- WHAT YOU HAVE TO DO
Copy the listing that follows exactly. Its pictures do not belong in the copy.

[[ RECORDS PROVIDED open ]]

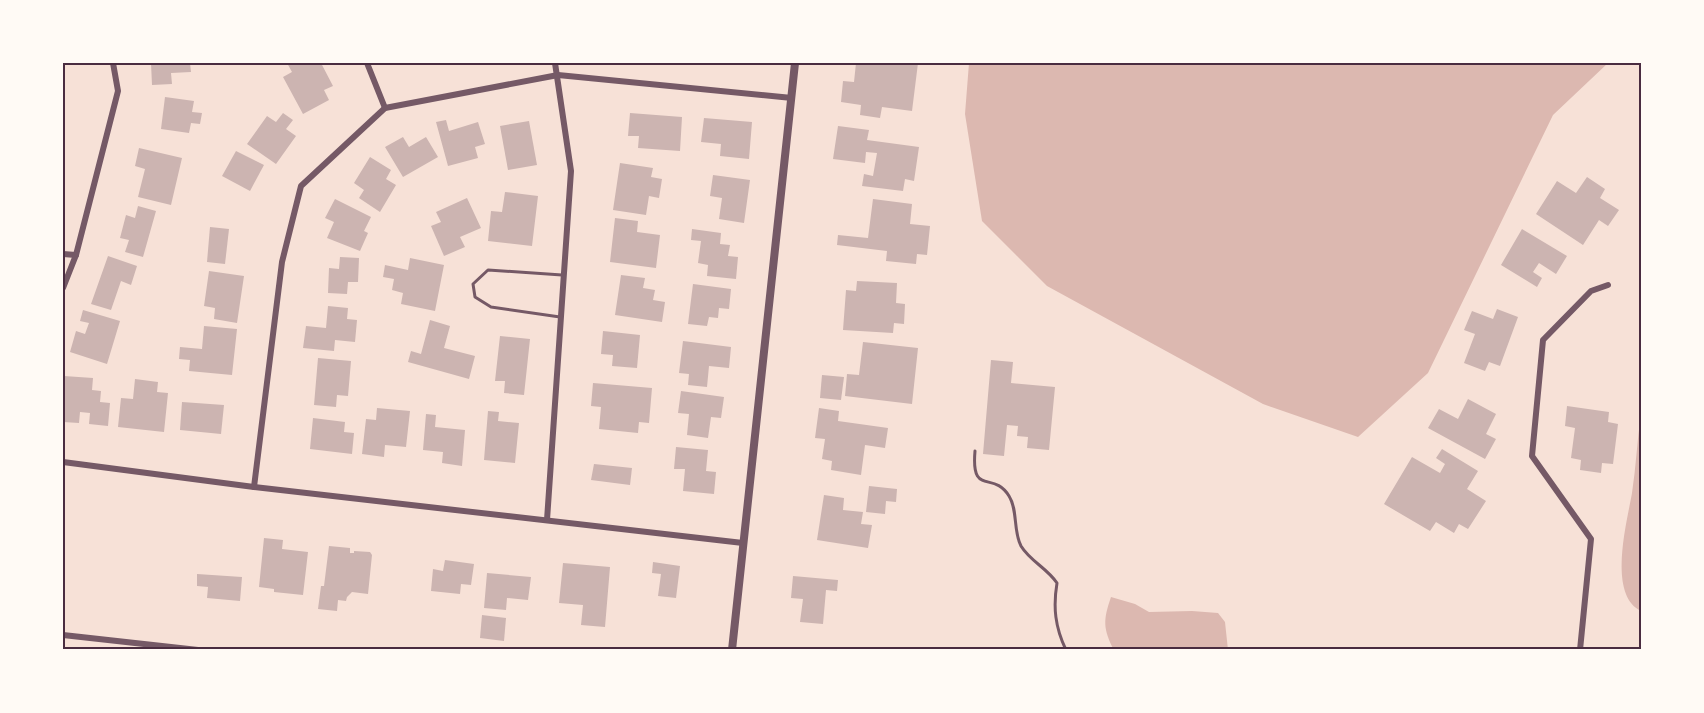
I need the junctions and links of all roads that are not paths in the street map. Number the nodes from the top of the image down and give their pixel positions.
1 (113, 63) edge
2 (367, 63) edge
3 (555, 63) edge
4 (795, 63) edge
5 (558, 75) junction
6 (792, 98) junction
7 (385, 108) junction
8 (63, 254) edge
9 (76, 255) junction
10 (564, 275) junction
11 (1608, 285) dead end
12 (63, 288) edge
13 (560, 317) junction
14 (975, 450) dead end
15 (63, 462) edge
16 (254, 487) junction
17 (547, 520) junction
18 (743, 543) junction
19 (63, 635) edge
20 (198, 650) edge
21 (732, 650) edge
22 (1066, 650) edge
23 (1580, 650) edge

1 - 9 street
2 - 7 street
3 - 5 street
4 - 6 street
5 - 6 street
5 - 7 street
5 - 10 street
6 - 18 street
7 - 16 street
8 - 9 street
9 - 12 street
10 - 13 street
10 - 13 lane
11 - 23 street
13 - 17 street
14 - 22 lane
15 - 16 street
16 - 17 street
17 - 18 street
18 - 21 street
19 - 20 street

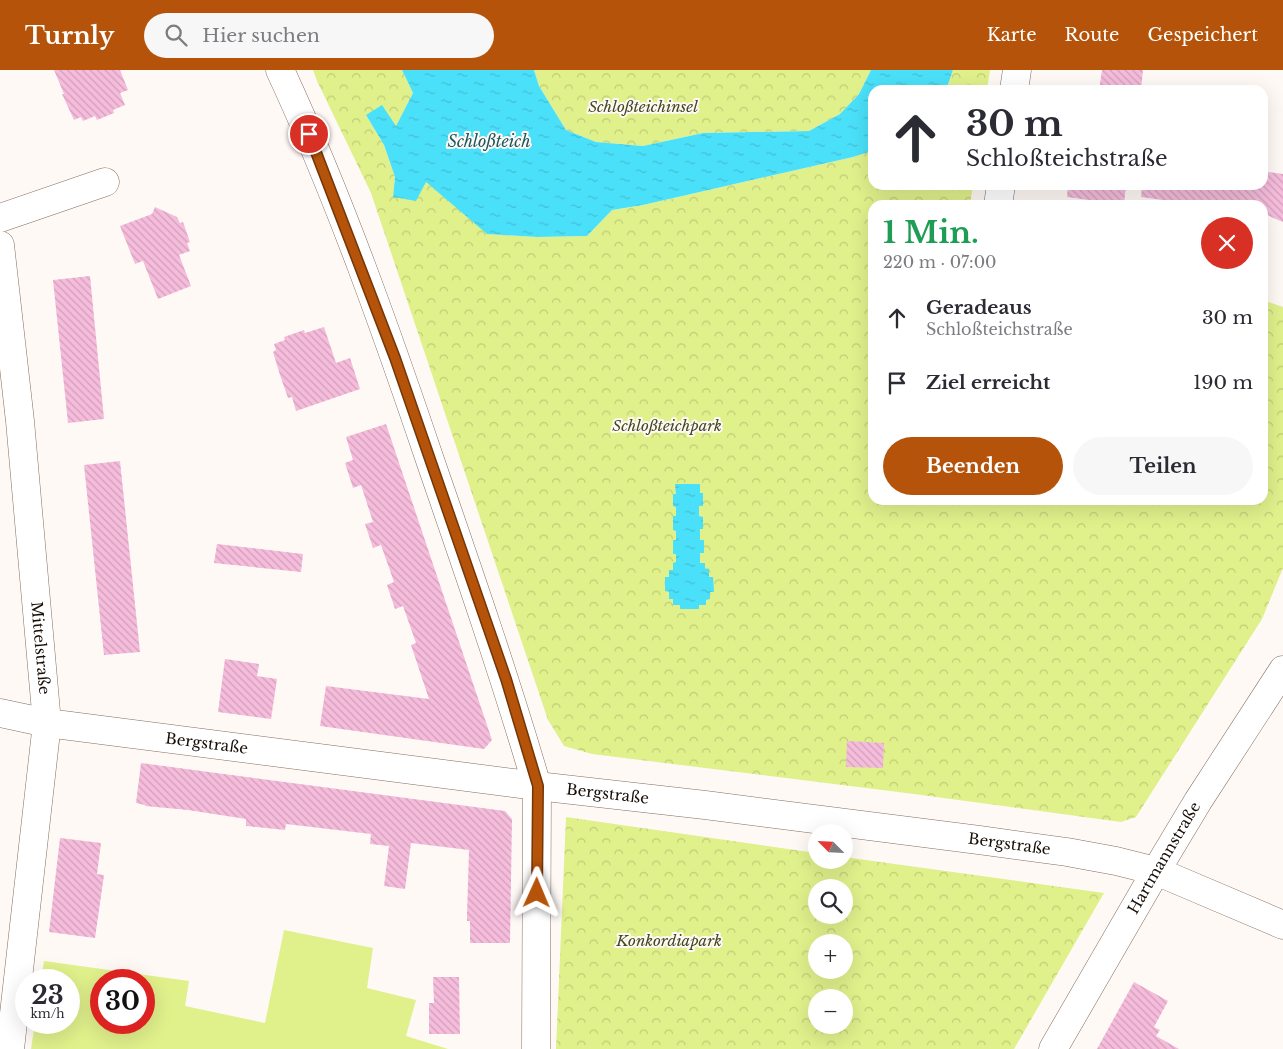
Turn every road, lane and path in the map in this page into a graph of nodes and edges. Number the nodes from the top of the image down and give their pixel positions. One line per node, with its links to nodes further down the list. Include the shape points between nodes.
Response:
1 (280, 70): 10 (street, via 342,217 395,358 506,679)
2 (1017, 70): 3 (street)
3 (1015, 85)
4 (105, 182): 5 (street)
5 (0, 218)
6 (0, 245): 9 (street, Mittelstraße, via 20,421)
7 (1283, 670): 11 (street, Hartmannstraße)
8 (0, 713): 9 (street, Bergstraße)
9 (47, 723): 10 (street, Bergstraße); 13 (street, Mittelstraße)
10 (538, 786): 11 (street, Bergstraße, via 1067,852); 14 (street)
11 (1156, 871): 12 (street, Bergstraße); 15 (street, Hartmannstraße)
12 (1283, 924)
13 (10, 1049)
14 (536, 1049)
15 (1053, 1049)

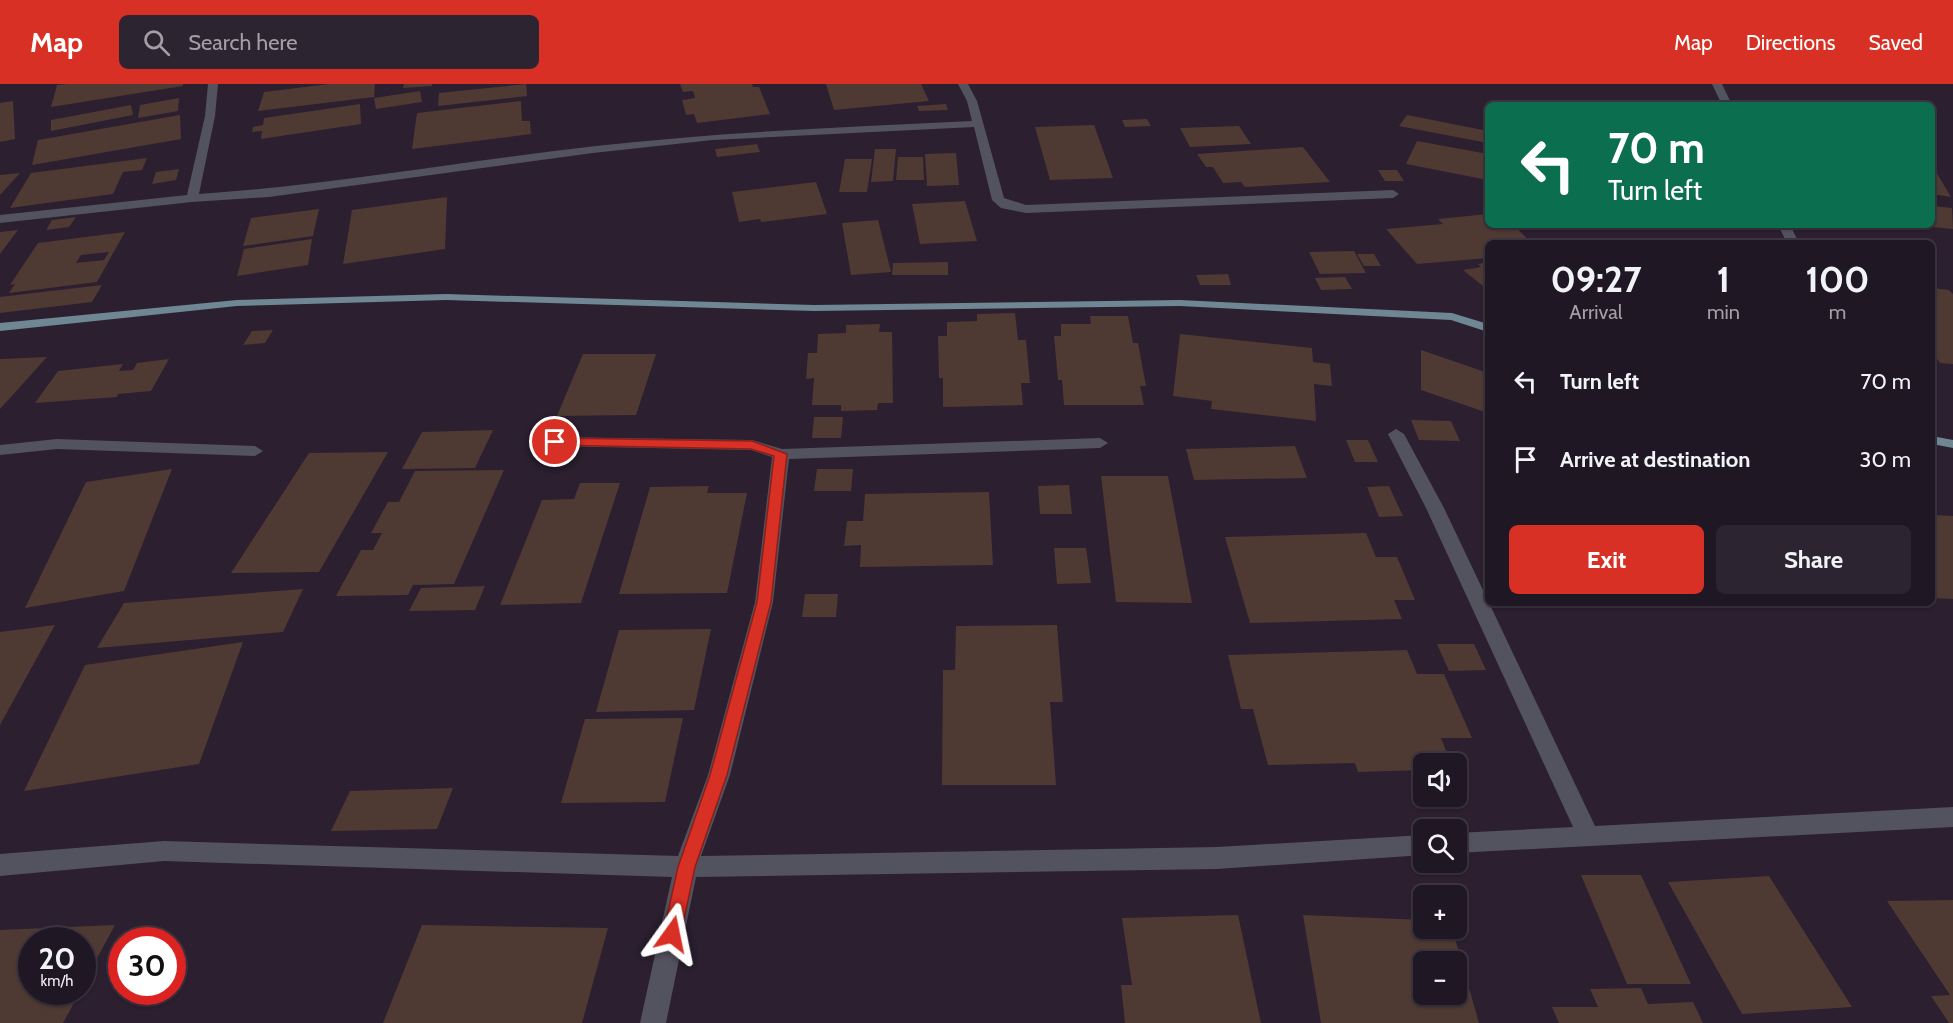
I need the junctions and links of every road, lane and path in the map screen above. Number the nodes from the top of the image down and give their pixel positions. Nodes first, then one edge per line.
1 (213, 84) edge
2 (963, 84) edge
3 (1717, 84) edge
4 (1726, 102) edge
5 (976, 124) junction
6 (1393, 194) dead end
7 (192, 198) junction
8 (0, 219) edge
9 (1396, 434) dead end
10 (555, 442) dead end
11 (1100, 443) dead end
12 (0, 450) edge
13 (255, 452) dead end
14 (781, 454) junction
15 (1953, 817) edge
16 (1588, 835) junction
17 (1467, 842) edge
18 (1413, 846) edge
19 (0, 865) edge
20 (687, 867) junction
21 (653, 1023) edge

1 - 7 street
2 - 5 street
3 - 4 street
5 - 6 street
5 - 7 street
7 - 8 street
9 - 16 street
10 - 14 street
11 - 14 street
12 - 13 street
14 - 20 street
15 - 16 street
16 - 17 street
18 - 20 street
19 - 20 street
20 - 21 street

[[ RECORDS PROVIDED closed ]]

- ANSWER SECTION
I need the junctions and links of all roads that are not paths in the street map. Number the nodes from the top of the image down and give their pixel positions.
1 (113, 63) edge
2 (367, 63) edge
3 (555, 63) edge
4 (795, 63) edge
5 (558, 75) junction
6 (792, 98) junction
7 (385, 108) junction
8 (63, 254) edge
9 (76, 255) junction
10 (564, 275) junction
11 (1608, 285) dead end
12 (63, 288) edge
13 (560, 317) junction
14 (975, 450) dead end
15 (63, 462) edge
16 (254, 487) junction
17 (547, 520) junction
18 (743, 543) junction
19 (63, 635) edge
20 (198, 650) edge
21 (732, 650) edge
22 (1066, 650) edge
23 (1580, 650) edge

1 - 9 street
2 - 7 street
3 - 5 street
4 - 6 street
5 - 6 street
5 - 7 street
5 - 10 street
6 - 18 street
7 - 16 street
8 - 9 street
9 - 12 street
10 - 13 street
10 - 13 lane
11 - 23 street
13 - 17 street
14 - 22 lane
15 - 16 street
16 - 17 street
17 - 18 street
18 - 21 street
19 - 20 street

Turn every road, lane and path in the map in this page into a graph of nodes and edges. Number the nodes from the top of the image down and give their pixel positions. One line per node, with its links to nodes further down the list. Include the shape points between nodes.
Response:
1 (280, 70): 10 (street, via 342,217 395,358 506,679)
2 (1017, 70): 3 (street)
3 (1015, 85)
4 (105, 182): 5 (street)
5 (0, 218)
6 (0, 245): 9 (street, Mittelstraße, via 20,421)
7 (1283, 670): 11 (street, Hartmannstraße)
8 (0, 713): 9 (street, Bergstraße)
9 (47, 723): 10 (street, Bergstraße); 13 (street, Mittelstraße)
10 (538, 786): 11 (street, Bergstraße, via 1067,852); 14 (street)
11 (1156, 871): 12 (street, Bergstraße); 15 (street, Hartmannstraße)
12 (1283, 924)
13 (10, 1049)
14 (536, 1049)
15 (1053, 1049)

I need the junctions and links of every road, lane and path in the map screen above. Number the nodes from the top of the image down and give their pixel positions. Nodes first, then one edge per line.
1 (213, 84) edge
2 (963, 84) edge
3 (1717, 84) edge
4 (1726, 102) edge
5 (976, 124) junction
6 (1393, 194) dead end
7 (192, 198) junction
8 (0, 219) edge
9 (1396, 434) dead end
10 (555, 442) dead end
11 (1100, 443) dead end
12 (0, 450) edge
13 (255, 452) dead end
14 (781, 454) junction
15 (1953, 817) edge
16 (1588, 835) junction
17 (1467, 842) edge
18 (1413, 846) edge
19 (0, 865) edge
20 (687, 867) junction
21 (653, 1023) edge

1 - 7 street
2 - 5 street
3 - 4 street
5 - 6 street
5 - 7 street
7 - 8 street
9 - 16 street
10 - 14 street
11 - 14 street
12 - 13 street
14 - 20 street
15 - 16 street
16 - 17 street
18 - 20 street
19 - 20 street
20 - 21 street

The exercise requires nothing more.